## PROBLEM REQUIREMENTS:
Find the word "main" in the material below and gather every line that contains it.

## RECORDS PROVIDED:
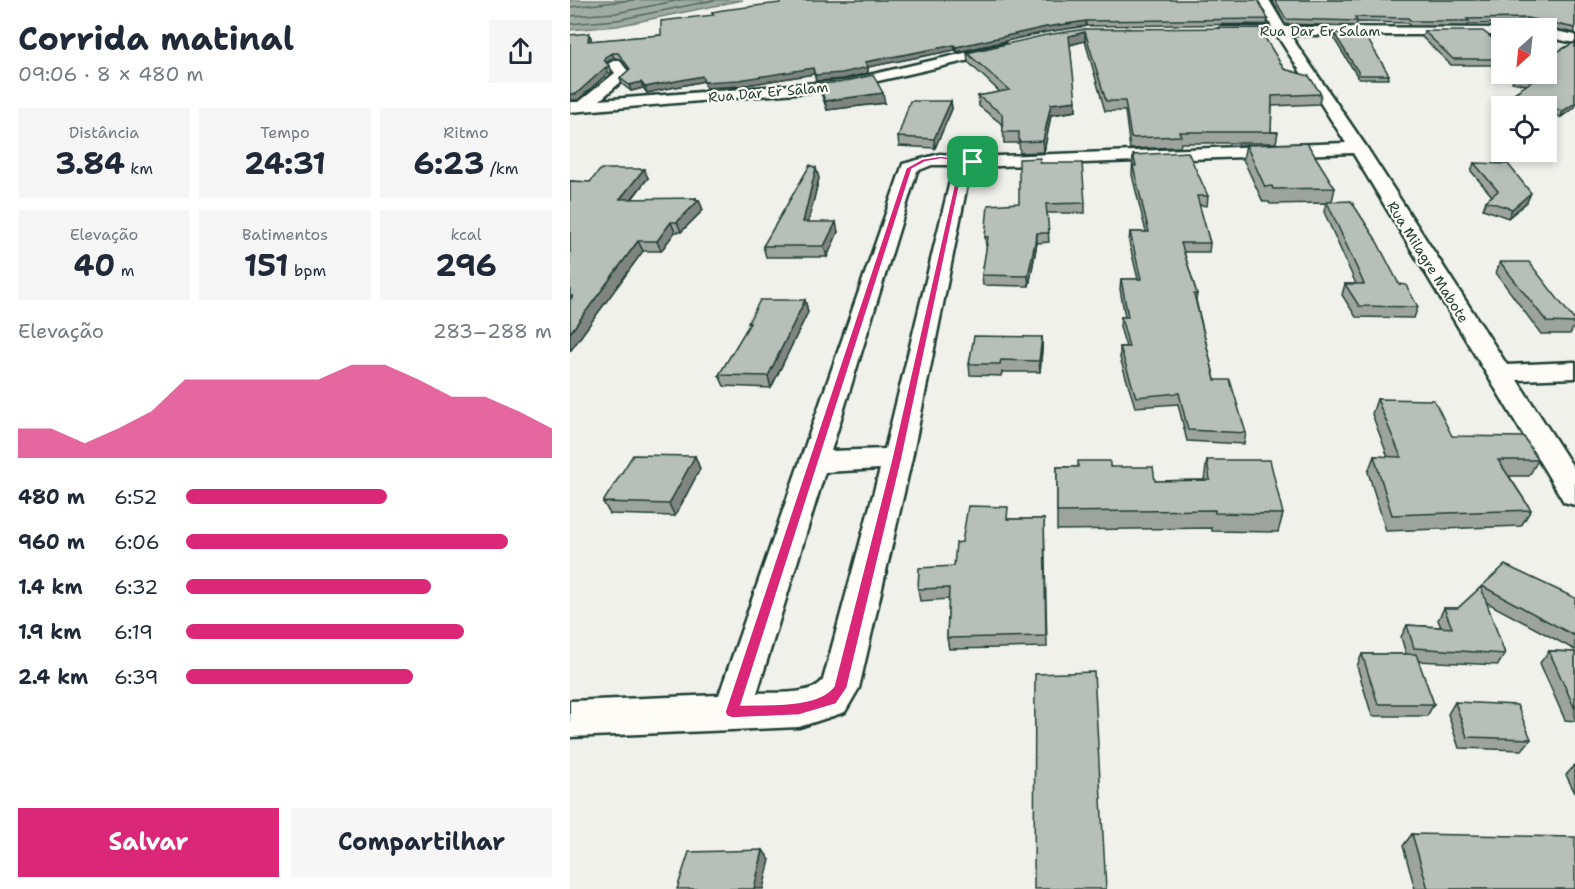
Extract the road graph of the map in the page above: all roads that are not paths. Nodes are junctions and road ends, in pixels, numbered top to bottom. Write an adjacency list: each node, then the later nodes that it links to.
1 (1263, 0): 2 (street, Rua Milagre Mabote)
2 (1280, 30): 3 (street, Rua Dar Er Salam); 4 (street, Rua Dar Er Salam); 10 (street, Rua Milagre Mabote)
3 (1210, 31)
4 (1491, 31)
5 (1557, 35): 6 (street)
6 (1575, 39)
7 (1023, 43): 9 (street, Rua Dar Er Salam)
8 (615, 64): 9 (street)
9 (574, 110)
10 (1358, 147): 11 (street); 13 (street, Rua Milagre Mabote)
11 (973, 162): 14 (street); 15 (street)
12 (1575, 370): 13 (street)
13 (1497, 373): 16 (street, Rua Milagre Mabote)
14 (897, 458): 15 (street); 17 (street)
15 (815, 462): 17 (street)
16 (1575, 494)
17 (732, 712): 18 (street)
18 (570, 719)

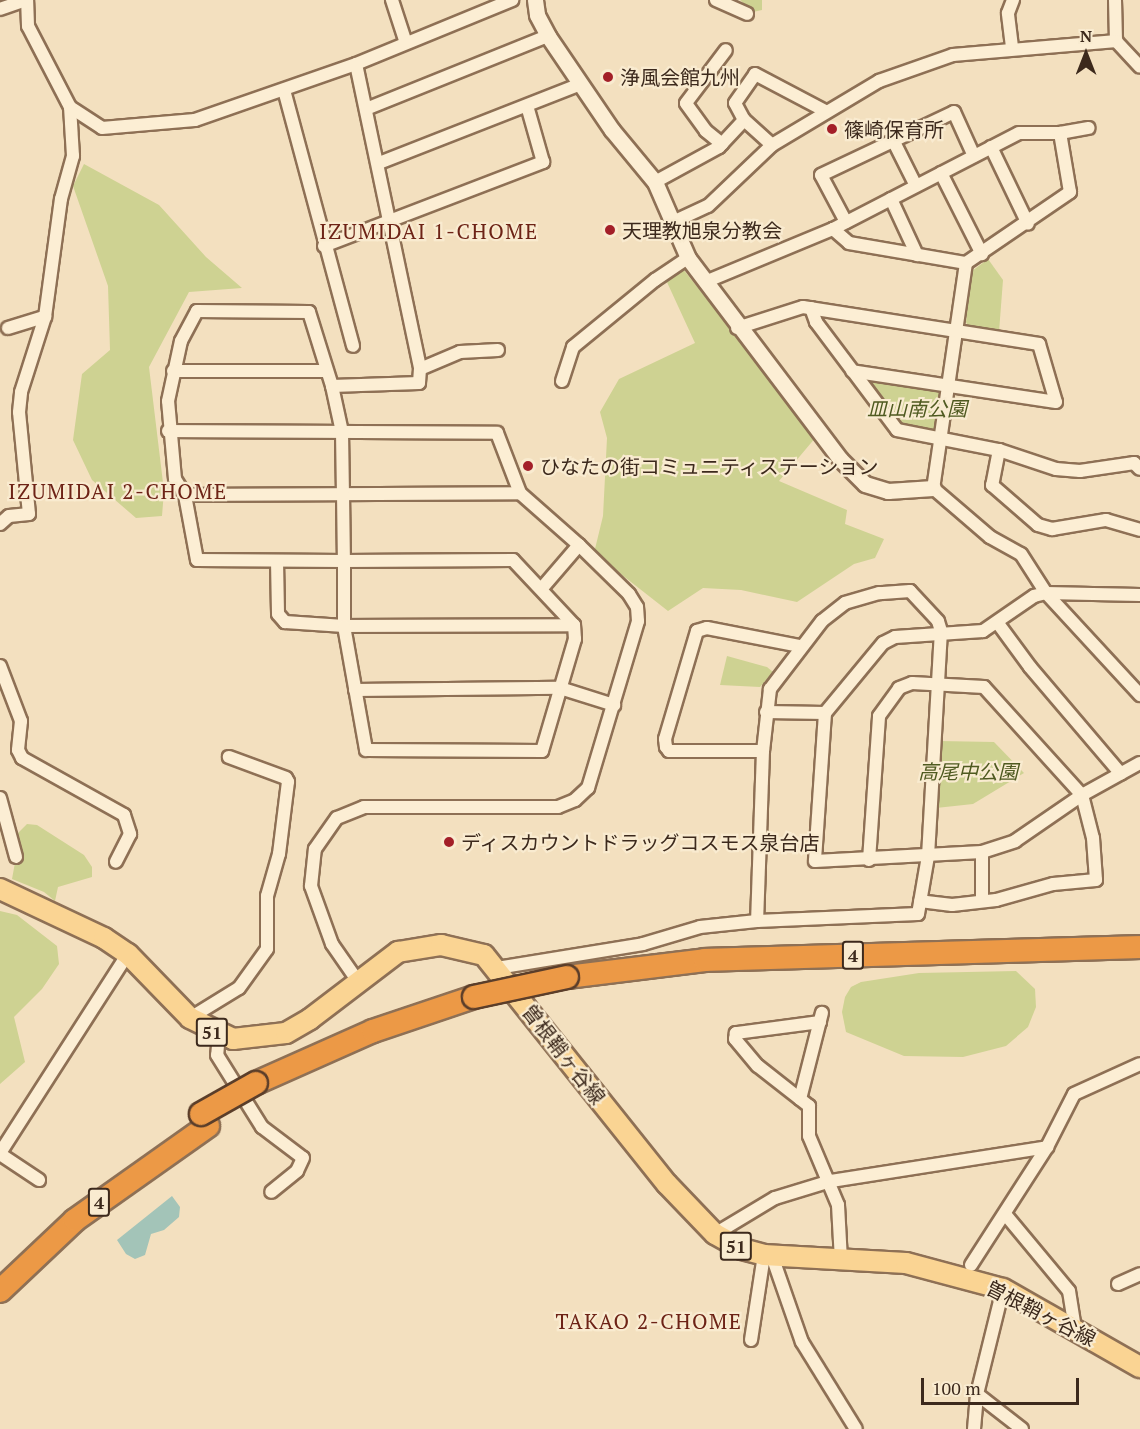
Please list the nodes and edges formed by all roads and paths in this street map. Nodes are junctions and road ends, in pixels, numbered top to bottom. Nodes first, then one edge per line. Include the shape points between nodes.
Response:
1 (26, 0) edge
2 (392, 0) edge
3 (512, 0) edge
4 (535, 0) edge
5 (716, 0) edge
6 (1013, 0) edge
7 (1115, 0) edge
8 (0, 9) edge
9 (747, 14) dead end
10 (548, 36) junction
11 (1116, 41) junction
12 (406, 43) junction
13 (1012, 47) junction
14 (726, 50) dead end
15 (356, 64) junction
16 (1140, 67) edge
17 (581, 84) junction
18 (284, 90) junction
19 (528, 106) junction
20 (70, 107) junction
21 (366, 110) junction
22 (827, 112) junction
23 (744, 120) junction
24 (1089, 128) dead end
25 (1060, 133) junction
26 (893, 140) junction
27 (723, 144) junction
28 (772, 145) junction
29 (991, 147) junction
30 (974, 156) junction
31 (379, 163) junction
32 (941, 173) junction
33 (655, 182) junction
34 (916, 186) junction
35 (891, 199) junction
36 (673, 222) junction
37 (846, 222) junction
38 (391, 223) junction
39 (1028, 224) junction
40 (833, 229) junction
41 (324, 246) junction
42 (982, 254) junction
43 (917, 255) junction
44 (688, 258) junction
45 (966, 263) junction
46 (705, 282) junction
47 (811, 308) junction
48 (45, 317) junction
49 (8, 328) dead end
50 (737, 328) junction
51 (957, 331) junction
52 (353, 346) dead end
53 (498, 350) dead end
54 (420, 369) junction
55 (852, 370) junction
56 (173, 371) junction
57 (325, 371) junction
58 (562, 381) dead end
59 (950, 385) junction
60 (332, 386) junction
61 (168, 431) junction
62 (342, 432) junction
63 (941, 440) junction
64 (999, 450) junction
65 (1140, 469) edge
66 (933, 488) junction
67 (343, 493) junction
68 (520, 493) junction
69 (185, 495) junction
70 (0, 524) edge
71 (1140, 530) edge
72 (579, 545) junction
73 (277, 561) junction
74 (344, 561) junction
75 (542, 588) junction
76 (1046, 593) junction
77 (1140, 595) edge
78 (997, 622) junction
79 (574, 625) junction
80 (344, 626) junction
81 (941, 632) junction
82 (800, 646) junction
83 (0, 666) edge
84 (937, 683) junction
85 (560, 688) junction
86 (355, 690) junction
87 (1140, 694) edge
88 (614, 705) junction
89 (766, 712) junction
90 (825, 713) junction
91 (763, 751) junction
92 (229, 757) dead end
93 (1140, 763) edge
94 (1121, 774) junction
95 (1082, 795) junction
96 (0, 798) edge
97 (982, 852) junction
98 (928, 856) junction
99 (16, 857) dead end
100 (868, 860) junction
101 (116, 862) dead end
102 (0, 889) edge
103 (920, 901) junction
104 (982, 901) junction
105 (758, 921) junction
106 (1140, 947) edge
107 (128, 954) junction
108 (1140, 960) edge
109 (497, 968) junction
110 (357, 980) junction
111 (569, 985) junction
112 (190, 1018) junction
113 (219, 1034) junction
114 (1140, 1064) edge
115 (800, 1099) junction
116 (205, 1120) junction
117 (1047, 1147) junction
118 (0, 1153) edge
119 (39, 1180) dead end
120 (831, 1181) junction
121 (271, 1192) dead end
122 (1005, 1214) junction
123 (715, 1234) junction
124 (768, 1256) junction
125 (841, 1260) junction
126 (971, 1264) dead end
127 (0, 1271) edge
128 (1140, 1274) edge
129 (1118, 1284) dead end
130 (1003, 1289) junction
131 (0, 1291) edge
132 (1076, 1328) junction
133 (751, 1340) dead end
134 (1140, 1367) edge
135 (977, 1394) junction
136 (856, 1429) edge
137 (974, 1429) edge
138 (1022, 1429) edge

1 - 8 street
1 - 20 street via 28,26
2 - 12 street
3 - 12 street
4 - 10 street via 537,15
5 - 9 street
6 - 13 street via 1008,13
7 - 11 street
10 - 17 street
10 - 21 street
11 - 13 street
11 - 16 street
12 - 15 street
13 - 22 street via 953,56 879,81
14 - 27 street via 687,103 706,131
15 - 18 street
15 - 21 street
17 - 19 street
17 - 33 street
18 - 20 street via 195,120 162,125 102,128
18 - 41 street
19 - 31 street
19 - 38 street via 543,162
20 - 48 street via 73,156 61,199
21 - 31 street
22 - 23 street via 755,74 735,103
22 - 28 street
23 - 27 street
23 - 28 street
24 - 25 street
25 - 29 street via 1019,133
25 - 39 street via 1070,192
26 - 30 street via 954,112
26 - 34 street
26 - 37 street via 821,175
27 - 33 street
28 - 36 street via 708,206
29 - 30 street
29 - 39 street
30 - 32 street
31 - 38 street
32 - 34 street
32 - 42 street
33 - 36 street
34 - 35 street
35 - 37 street
35 - 43 street
36 - 44 street
37 - 40 street
38 - 41 street
38 - 54 street
39 - 42 street
40 - 43 street via 849,243
40 - 46 street
41 - 52 street
42 - 45 street
43 - 45 street
44 - 46 street
44 - 58 street via 573,347
45 - 51 street
46 - 50 street
47 - 50 street
47 - 51 street
47 - 55 street via 816,322
48 - 49 street
48 - 70 street via 21,393 19,412 29,514 9,516
50 - 66 street via 840,459 865,484 888,491
51 - 59 street
51 - 59 street via 1040,344 1056,402
53 - 54 street via 460,352
54 - 60 street via 419,383
55 - 59 street
55 - 63 street via 897,430
56 - 57 street
56 - 57 street via 181,341 197,311 309,312
56 - 61 street
57 - 60 street
59 - 63 street
60 - 62 street
61 - 62 street
61 - 69 street via 175,479
62 - 67 street
62 - 68 street via 497,433
63 - 64 street
63 - 66 street
64 - 65 street via 1056,469 1080,471 1134,463
64 - 71 street via 992,485 1038,525 1052,529 1106,520
66 - 76 street via 990,537 1021,554
67 - 68 street
67 - 69 street
67 - 74 street
68 - 72 street
69 - 73 street via 197,560
72 - 75 street
72 - 88 street via 629,594 637,607 638,621
73 - 74 street
73 - 80 street via 278,614 285,622
74 - 75 street via 513,560
74 - 80 street
75 - 79 street
76 - 77 street
76 - 78 street via 1034,596
76 - 87 street
78 - 81 street via 983,631
78 - 94 street
79 - 80 street
79 - 85 street via 575,639
80 - 86 street
81 - 82 street via 938,621 910,591 902,589 845,603
81 - 84 street
81 - 90 street via 895,636 883,644
82 - 89 street via 770,689
82 - 91 street via 707,628 697,631 664,739 666,747 669,751
83 - 101 street via 21,721 18,750 22,758 124,815 130,834
84 - 95 street via 984,687
84 - 98 street
84 - 100 street via 912,683 899,688 879,716
85 - 86 street
85 - 86 street via 542,751 366,750
85 - 88 street
88 - 110 street via 588,788 575,801 558,807 364,807 337,818 315,849 310,886 332,944
89 - 90 street
89 - 91 street
90 - 100 street via 815,861
91 - 105 street
92 - 112 street via 288,782 279,854 267,896 267,949 239,988
93 - 94 street
94 - 95 street
95 - 97 street via 1015,841
95 - 104 street via 1093,838 1096,880 1053,884
96 - 99 street
97 - 98 street
97 - 104 street
98 - 100 street
98 - 103 street
102 - 107 main road, 曽根鞘ヶ谷線 / 51 via 104,938
103 - 104 street via 952,905
103 - 105 street via 918,914
105 - 109 street via 700,927 643,944
106 - 111 highway, 4 via 716,959
107 - 112 main road, 曽根鞘ヶ谷線 / 51
107 - 118 street
108 - 111 highway, 4 via 794,969
109 - 110 main road, 曽根鞘ヶ谷線 / 51 via 484,955 461,947 422,945 398,952
109 - 123 main road, 曽根鞘ヶ谷線 / 51 via 667,1184
110 - 113 main road, 曽根鞘ヶ谷線 / 51 via 310,1019 286,1033 262,1039
111 - 116 highway, 4, bridge via 475,1005 352,1039
112 - 113 main road, 曽根鞘ヶ谷線 / 51
113 - 121 street via 217,1055 262,1127 303,1158 297,1171
114 - 117 street via 1074,1094
115 - 115 street via 821,1017 736,1033 735,1039 758,1066
115 - 120 street via 810,1107 809,1136
116 - 127 highway, 4 via 67,1208
116 - 131 highway, 4 via 75,1221
117 - 120 street
117 - 122 street
118 - 119 street
120 - 123 street via 775,1197
120 - 125 street via 841,1220
122 - 126 street
122 - 132 street via 1069,1291
123 - 124 main road, 曽根鞘ヶ谷線 / 51 via 742,1249
124 - 125 main road, 曽根鞘ヶ谷線 / 51
124 - 133 street
124 - 136 street via 802,1342
125 - 130 main road, 曽根鞘ヶ谷線 / 51 via 906,1263
128 - 129 street
130 - 132 main road, 曽根鞘ヶ谷線 / 51
130 - 135 street
132 - 134 main road, 曽根鞘ヶ谷線 / 51
135 - 137 street
135 - 138 street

## RESULT:
102 - 107 main road, 曽根鞘ヶ谷線 / 51 via 104,938
107 - 112 main road, 曽根鞘ヶ谷線 / 51
109 - 110 main road, 曽根鞘ヶ谷線 / 51 via 484,955 461,947 422,945 398,952
109 - 123 main road, 曽根鞘ヶ谷線 / 51 via 667,1184
110 - 113 main road, 曽根鞘ヶ谷線 / 51 via 310,1019 286,1033 262,1039
112 - 113 main road, 曽根鞘ヶ谷線 / 51
123 - 124 main road, 曽根鞘ヶ谷線 / 51 via 742,1249
124 - 125 main road, 曽根鞘ヶ谷線 / 51
125 - 130 main road, 曽根鞘ヶ谷線 / 51 via 906,1263
130 - 132 main road, 曽根鞘ヶ谷線 / 51
132 - 134 main road, 曽根鞘ヶ谷線 / 51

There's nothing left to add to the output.